# ****Capstone Project - The Battle of the Neighborhoods****

# **1. Introduction**

The Nuremberg Metropolitan Region comprises 3.5 million people on 21,800 square kilometres. It consists of the cities of Nuremberg, Fürth, Erlangen, Bayreuth and Bamberg and is one of Germany’s strongest economic areas. Due to a decline in historically prevalent industry, such as consumer electronics the area has lacked behind in economic development compared to other more famous German regions, such as Munich or Stuttgart. 

However, this is also means that real estate and wages are lower compared to its contemporaries. Thus, potential investors find a large pool of well-educated workers, consumers and relatively cheap real estate.

The optimal location for an investor would maximize population density, while minimizing real estate prices and competition. These values vary significantly from district to district and from city to city.
Therefore, we want to create a map, which charts all areas according to its real estate values, population and venue density.
Afterwards, each district is clustered according to the density of venues and business opportunities.


# 2. Data

**2.1 Data description**

The following data sources were identified to tackle the business problem:
•	The number of venues within the certain radius of each district (Foresquare API)

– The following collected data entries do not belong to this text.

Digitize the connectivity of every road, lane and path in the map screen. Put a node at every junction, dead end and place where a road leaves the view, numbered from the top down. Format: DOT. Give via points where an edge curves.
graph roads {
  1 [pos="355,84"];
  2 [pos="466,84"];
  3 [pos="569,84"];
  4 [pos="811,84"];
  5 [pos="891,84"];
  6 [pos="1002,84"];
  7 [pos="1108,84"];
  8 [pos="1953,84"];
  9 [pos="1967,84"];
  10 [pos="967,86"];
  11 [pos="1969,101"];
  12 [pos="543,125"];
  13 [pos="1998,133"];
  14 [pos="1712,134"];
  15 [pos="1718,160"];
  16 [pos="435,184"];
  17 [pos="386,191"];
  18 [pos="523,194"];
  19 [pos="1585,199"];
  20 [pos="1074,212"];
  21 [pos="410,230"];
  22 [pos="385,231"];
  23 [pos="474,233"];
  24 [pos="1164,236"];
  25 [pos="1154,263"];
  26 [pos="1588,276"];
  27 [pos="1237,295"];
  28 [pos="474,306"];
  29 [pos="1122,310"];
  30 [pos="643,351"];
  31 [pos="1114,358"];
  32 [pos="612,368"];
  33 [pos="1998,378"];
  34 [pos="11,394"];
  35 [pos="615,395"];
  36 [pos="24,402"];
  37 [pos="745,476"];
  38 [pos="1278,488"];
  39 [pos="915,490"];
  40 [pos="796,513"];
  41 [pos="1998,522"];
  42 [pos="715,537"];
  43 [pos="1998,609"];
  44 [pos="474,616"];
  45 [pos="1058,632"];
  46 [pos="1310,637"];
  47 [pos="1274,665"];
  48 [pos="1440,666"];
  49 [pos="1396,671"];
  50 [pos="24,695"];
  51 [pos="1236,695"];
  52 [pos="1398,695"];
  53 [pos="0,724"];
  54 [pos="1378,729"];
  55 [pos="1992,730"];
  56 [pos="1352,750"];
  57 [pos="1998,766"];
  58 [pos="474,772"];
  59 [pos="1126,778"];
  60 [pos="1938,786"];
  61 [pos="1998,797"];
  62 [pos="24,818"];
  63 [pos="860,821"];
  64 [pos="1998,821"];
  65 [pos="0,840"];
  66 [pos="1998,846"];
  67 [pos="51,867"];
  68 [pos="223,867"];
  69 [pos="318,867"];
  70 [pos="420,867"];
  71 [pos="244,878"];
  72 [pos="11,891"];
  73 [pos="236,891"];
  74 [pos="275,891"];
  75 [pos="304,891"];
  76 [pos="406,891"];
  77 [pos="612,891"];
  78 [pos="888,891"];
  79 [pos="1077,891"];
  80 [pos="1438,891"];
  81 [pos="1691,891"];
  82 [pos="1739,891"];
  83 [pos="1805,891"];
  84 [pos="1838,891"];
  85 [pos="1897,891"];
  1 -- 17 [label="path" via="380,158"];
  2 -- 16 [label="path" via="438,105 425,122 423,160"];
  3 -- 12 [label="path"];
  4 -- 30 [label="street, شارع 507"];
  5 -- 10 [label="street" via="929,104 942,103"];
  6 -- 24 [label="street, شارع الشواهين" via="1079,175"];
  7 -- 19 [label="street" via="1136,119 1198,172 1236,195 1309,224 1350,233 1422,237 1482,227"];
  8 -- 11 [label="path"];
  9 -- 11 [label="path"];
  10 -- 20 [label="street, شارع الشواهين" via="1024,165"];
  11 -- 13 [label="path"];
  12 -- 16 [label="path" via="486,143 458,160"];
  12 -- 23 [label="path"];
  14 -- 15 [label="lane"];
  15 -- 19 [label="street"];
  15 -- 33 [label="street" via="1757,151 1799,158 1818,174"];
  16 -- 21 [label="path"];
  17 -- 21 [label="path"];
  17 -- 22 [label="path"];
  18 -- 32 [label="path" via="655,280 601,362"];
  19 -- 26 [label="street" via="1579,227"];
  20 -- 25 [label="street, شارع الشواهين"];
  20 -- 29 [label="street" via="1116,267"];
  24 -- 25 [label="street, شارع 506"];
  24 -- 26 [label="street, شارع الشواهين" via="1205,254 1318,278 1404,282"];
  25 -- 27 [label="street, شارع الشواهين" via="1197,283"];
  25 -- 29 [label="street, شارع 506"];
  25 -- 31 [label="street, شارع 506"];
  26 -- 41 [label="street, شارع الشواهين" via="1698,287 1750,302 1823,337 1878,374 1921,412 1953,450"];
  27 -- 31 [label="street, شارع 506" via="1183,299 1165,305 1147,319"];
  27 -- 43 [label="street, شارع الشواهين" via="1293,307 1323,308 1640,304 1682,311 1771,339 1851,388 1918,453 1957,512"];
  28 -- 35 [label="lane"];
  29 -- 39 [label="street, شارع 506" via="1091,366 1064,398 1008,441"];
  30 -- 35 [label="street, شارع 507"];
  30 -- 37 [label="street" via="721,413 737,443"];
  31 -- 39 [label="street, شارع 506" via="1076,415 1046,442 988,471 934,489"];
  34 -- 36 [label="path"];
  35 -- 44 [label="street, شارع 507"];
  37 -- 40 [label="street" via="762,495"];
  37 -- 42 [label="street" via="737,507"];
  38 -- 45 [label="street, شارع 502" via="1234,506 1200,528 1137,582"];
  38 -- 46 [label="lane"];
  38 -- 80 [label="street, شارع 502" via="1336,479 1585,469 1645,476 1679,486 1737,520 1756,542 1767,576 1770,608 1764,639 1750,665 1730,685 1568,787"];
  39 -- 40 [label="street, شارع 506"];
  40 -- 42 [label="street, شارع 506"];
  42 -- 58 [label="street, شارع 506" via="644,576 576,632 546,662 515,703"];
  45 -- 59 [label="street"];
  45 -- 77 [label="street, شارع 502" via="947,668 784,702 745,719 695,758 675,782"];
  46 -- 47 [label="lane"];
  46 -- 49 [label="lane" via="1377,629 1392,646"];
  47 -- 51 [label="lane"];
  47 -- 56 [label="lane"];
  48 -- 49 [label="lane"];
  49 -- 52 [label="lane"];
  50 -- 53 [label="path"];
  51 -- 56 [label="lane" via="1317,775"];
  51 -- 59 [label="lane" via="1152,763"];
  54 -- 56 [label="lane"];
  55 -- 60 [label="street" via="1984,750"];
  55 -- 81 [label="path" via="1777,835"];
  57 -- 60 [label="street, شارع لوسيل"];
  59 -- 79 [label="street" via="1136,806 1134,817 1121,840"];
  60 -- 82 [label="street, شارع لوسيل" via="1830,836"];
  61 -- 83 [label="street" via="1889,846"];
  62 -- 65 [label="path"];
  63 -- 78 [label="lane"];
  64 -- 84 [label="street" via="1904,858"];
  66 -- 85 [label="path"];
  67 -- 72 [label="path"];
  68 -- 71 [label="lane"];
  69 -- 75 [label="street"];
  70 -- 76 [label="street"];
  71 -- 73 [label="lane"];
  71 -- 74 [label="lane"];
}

•	The net income per citizen per district. Source: 
http://www.boeckler.de/pdf/wsi_vm_verfuegbare_einkommen.xlsx

•	The population and the population density of the district. Source: 
http://www.daten.statistik.nuernberg.de/geoinf/ia_bezirksatlas/atlas.html

•	The housing prices per district. Source: 
https://www.sollmann.de/infothek/preisspiegel-metropolregion/

•	The coordinates of each district. Source: Open Street Map 
https://nominatim.openstreetmap.org/ui/search.html?q=nuremberg


**2.2 Data Preparation**

In [7]:
#Importing and installing all necessary libaries

import numpy as np # library to handle data in a vectorized manner
import pandas as pd # library for data analsysis
pd.set_option('display.max_columns', None)
pd.set_option('display.max_rows', None)

import json # library to handle JSON files

!pip install geopy
from geopy.geocoders import Nominatim # convert an address into latitude and longitude values

import requests # library to handle requests
from pandas.io.json import json_normalize # tranform JSON file into a pandas dataframe

# Matplotlib and associated plotting modules
import matplotlib.cm as cm
import matplotlib.colors as colors

# import k-means from clustering stage
from sklearn.cluster import KMeans

!pip -q install folium
import folium # map rendering library

print('Libraries imported.')

Libraries imported.


**Load the district data from wikipedia**

In [8]:
df_pop_size = pd.read_excel('Districts.xlsx')
df_pop_size.rename(columns = {'Bezirk':'District', 'Fläche (ha)':'Size (ha)', 'Einwohner':'Population'}, inplace = True)
df_pop_size.head()

Unnamed: 0,District,Name,Size (ha),Population
0,1,"Altstadt, St. Lorenz",86.7,5275
1,2,Marienvorstadt,60.0,1338
2,3,Tafelhof,64.7,1312
3,4,Gostenhof,51.8,9462
4,5,Himpfelshof,65.4,6193


**Load the location data that was scrapped from Open Street Map**

In [14]:
df_location = pd.read_excel('District_Coordinates.xlsx')
df_location.rename(columns = {'Bezirk':'District'}, inplace = True)
df_location.head()

Unnamed: 0,District,Name,Latitude,Longitude
0,1,"Altstadt, St. Lorenz",49.447654,11.081863
1,2,Marienvorstadt,49.449398,11.090167
2,3,Tafelhof,49.444268,11.070317
3,4,Gostenhof,49.449685,11.059096
4,5,Himpfelshof,49.451141,11.063438


**Scrape the public information from a public record**

In [15]:
df_gov = pd.read_excel('District_Government.xlsx')
df_gov.rename(columns = {'Bezirk':'District','Fläche (ha)':'Size (ha)','Bevölkerung Insgesamt':'Population', 'Arbeitlose':'Unemployed', 'Wohnung Fertigstellung':'Finished Houses'}, inplace = True)
df_gov.head()

Unnamed: 0,District,Fläche (in ha),Population,Bevölkerung Unter 18 in %,Bevölkerung Über 65 in %,Ausländer,Veränderung zum Vorjahr in %,Haushalte insgesamt,Haushalte einzelpersonen,Bevölkerung mit Beschäftigung,Unemployed,Finished Houses
0,1,867,5 275,75,137,343,-08,3 605,2 573,2 334,227,14
1,2,600,1 338,111,149,212,20,919,606,591,57,11
2,3,647,1 312,178,85,479,83,676,388,557,72,-
3,4,518,9 462,164,94,460,-,5 166,2 996,3 525,593,-
4,5,654,6 193,136,173,253,16,3 616,2 107,2 614,196,-